Time frame: Baseline, 6 months, 12 months, and 24 months after surgery
Overall Quality of Life (EORTC QLQ-C30)
Change from baseline in overall quality of life, assessed using the European Organisation for Research and Treatment of Cancer Quality of Life Questionnaire-Core 30 (EORTC QLQ-C30).
Time frame: Baseline, 6 months, 12 months, and 24 months after surgery
Breast Cancer-Specific Quality of Life (EORTC QLQ-BR23)
Change from baseline in breast cancer-specific quality of life, assessed using the European Organisation for Research and Treatment of Cancer Quality of Life Questionnaire-Breast Cancer Module (EORTC QLQ-BR23).
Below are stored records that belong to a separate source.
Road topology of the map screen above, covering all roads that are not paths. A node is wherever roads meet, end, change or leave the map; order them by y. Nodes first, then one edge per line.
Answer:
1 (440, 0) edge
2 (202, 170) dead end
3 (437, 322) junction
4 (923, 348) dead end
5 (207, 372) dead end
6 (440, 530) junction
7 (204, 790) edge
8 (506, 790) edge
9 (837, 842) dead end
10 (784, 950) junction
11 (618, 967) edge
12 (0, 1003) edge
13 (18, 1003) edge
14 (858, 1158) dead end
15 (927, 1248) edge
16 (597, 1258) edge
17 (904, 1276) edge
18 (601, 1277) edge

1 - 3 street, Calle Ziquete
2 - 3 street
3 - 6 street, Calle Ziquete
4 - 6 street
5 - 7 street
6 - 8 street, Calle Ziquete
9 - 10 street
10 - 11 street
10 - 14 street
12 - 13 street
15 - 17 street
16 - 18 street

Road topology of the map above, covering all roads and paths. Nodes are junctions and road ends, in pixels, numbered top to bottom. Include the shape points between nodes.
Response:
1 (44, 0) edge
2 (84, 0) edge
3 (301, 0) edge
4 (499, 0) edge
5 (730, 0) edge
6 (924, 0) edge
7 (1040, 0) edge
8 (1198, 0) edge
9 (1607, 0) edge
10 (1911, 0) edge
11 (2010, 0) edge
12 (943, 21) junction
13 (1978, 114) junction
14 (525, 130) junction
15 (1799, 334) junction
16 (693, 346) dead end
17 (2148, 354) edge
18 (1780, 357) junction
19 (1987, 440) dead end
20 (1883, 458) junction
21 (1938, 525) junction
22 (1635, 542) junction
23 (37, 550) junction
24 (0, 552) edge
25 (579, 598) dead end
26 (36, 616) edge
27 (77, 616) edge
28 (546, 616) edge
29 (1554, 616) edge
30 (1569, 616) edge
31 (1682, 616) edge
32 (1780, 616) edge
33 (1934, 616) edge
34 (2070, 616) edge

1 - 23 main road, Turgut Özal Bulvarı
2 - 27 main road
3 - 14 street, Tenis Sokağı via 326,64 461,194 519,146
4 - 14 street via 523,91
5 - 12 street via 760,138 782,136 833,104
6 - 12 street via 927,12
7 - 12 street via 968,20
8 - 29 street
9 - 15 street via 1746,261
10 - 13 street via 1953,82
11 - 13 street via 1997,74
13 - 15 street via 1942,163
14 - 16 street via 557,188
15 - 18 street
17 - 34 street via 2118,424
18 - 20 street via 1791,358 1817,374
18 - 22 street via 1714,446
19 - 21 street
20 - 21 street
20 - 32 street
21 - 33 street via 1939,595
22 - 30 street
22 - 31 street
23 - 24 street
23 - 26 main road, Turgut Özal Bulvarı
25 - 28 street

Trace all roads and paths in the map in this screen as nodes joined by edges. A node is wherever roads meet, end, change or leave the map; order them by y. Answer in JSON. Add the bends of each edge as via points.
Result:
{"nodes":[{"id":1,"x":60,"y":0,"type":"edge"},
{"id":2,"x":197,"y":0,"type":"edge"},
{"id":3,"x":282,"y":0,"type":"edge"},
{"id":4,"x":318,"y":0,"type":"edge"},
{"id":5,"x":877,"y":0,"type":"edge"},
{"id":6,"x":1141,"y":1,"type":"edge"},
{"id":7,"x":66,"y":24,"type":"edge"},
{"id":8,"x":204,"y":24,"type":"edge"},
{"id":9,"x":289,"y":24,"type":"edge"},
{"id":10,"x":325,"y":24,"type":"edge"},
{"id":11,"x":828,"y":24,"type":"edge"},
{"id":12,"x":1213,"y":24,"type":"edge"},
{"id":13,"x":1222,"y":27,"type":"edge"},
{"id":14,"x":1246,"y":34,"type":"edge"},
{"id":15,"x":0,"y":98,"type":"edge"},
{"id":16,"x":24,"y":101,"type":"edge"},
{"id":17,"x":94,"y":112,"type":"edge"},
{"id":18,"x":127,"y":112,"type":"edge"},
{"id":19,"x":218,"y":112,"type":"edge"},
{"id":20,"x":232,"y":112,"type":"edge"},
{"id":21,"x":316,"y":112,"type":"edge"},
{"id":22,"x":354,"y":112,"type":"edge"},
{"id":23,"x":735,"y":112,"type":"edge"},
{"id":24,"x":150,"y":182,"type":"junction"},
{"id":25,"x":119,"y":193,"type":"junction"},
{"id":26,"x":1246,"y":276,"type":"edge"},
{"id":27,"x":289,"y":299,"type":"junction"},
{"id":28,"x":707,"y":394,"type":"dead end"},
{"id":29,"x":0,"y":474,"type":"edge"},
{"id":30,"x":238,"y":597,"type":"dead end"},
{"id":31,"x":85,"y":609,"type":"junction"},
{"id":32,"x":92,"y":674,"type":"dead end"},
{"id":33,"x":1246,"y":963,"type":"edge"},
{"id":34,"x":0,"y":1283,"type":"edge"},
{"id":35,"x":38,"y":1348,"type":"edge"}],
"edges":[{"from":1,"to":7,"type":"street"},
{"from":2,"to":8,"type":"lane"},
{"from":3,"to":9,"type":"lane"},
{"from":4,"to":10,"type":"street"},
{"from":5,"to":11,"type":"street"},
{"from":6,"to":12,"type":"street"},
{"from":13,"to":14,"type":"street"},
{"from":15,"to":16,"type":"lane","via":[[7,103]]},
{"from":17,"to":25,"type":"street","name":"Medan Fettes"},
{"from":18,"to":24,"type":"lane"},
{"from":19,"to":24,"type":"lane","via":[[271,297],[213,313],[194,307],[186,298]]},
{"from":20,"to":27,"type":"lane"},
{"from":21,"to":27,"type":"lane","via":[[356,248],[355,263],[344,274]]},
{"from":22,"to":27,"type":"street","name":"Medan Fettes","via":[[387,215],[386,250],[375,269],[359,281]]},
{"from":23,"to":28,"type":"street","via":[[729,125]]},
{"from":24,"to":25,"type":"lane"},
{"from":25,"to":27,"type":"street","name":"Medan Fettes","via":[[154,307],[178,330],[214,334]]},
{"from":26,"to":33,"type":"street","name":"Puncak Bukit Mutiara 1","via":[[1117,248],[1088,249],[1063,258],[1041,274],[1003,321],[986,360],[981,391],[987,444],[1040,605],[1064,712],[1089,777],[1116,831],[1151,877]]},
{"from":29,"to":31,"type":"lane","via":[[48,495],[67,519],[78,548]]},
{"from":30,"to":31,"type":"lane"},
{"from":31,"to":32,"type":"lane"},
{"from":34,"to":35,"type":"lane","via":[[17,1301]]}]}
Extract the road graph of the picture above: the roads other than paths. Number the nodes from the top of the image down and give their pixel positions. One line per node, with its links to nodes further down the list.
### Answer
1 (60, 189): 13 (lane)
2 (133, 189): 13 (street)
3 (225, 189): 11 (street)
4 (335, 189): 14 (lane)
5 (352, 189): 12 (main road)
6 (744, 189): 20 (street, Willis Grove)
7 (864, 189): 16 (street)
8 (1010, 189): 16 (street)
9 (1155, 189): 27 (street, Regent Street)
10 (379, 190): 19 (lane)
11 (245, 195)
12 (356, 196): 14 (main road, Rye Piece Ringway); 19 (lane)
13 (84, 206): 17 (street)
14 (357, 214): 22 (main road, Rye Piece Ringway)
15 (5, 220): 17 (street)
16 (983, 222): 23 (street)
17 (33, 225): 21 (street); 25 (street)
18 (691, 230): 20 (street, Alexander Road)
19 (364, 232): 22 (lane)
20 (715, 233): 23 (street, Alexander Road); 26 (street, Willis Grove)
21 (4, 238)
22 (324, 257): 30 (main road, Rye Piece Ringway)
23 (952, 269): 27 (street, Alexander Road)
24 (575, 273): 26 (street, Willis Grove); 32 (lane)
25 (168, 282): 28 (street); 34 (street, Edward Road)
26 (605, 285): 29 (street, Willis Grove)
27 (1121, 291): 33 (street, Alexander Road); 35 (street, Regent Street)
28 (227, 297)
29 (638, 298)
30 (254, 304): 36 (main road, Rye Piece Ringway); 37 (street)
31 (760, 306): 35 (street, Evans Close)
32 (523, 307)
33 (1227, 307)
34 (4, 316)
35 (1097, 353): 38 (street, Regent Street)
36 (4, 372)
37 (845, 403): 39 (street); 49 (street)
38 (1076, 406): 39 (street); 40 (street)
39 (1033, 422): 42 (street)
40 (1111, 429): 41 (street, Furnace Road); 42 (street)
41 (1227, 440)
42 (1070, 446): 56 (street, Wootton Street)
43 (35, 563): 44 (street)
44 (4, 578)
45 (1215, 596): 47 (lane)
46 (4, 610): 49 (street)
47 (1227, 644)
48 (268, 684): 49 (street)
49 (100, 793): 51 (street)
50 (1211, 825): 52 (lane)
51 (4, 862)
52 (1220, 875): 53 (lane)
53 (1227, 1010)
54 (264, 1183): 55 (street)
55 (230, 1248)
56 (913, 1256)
Time frame: Baseline, 6 months, 12 months, and 24 months after surgery
Local Recurrence-Free Survival (LRFS)
Local recurrence-free survival is defined as the time from the date of surgery to the first documented local recurrence in the ipsilateral axilla, as confirmed by imaging studies or pathological examination.
Time frame: Up to 24 months after surgery
Regional Recurrence-Free Survival (RRFS)
Regional recurrence-free survival is defined as the time from the date of surgery to the first documented recurrence in regional lymph node areas, including the supraclavicular, or internal mammary lymph nodes, confirmed by imaging studies or pathological examination.
Time frame: Up to 24 months after surgery
Overall Survival (OS)
Overall survival, defined as the time from surgery to death from any cause.
Time frame: Up to 24 months after surgery
Surgery-Related Complications
Incidence of surgery-related complications, including but not limited to postoperative bleeding, flap-related complications (such as fat necrosis or flap necrosis), wound infection, and postoperative seroma, assessed during the postoperative period.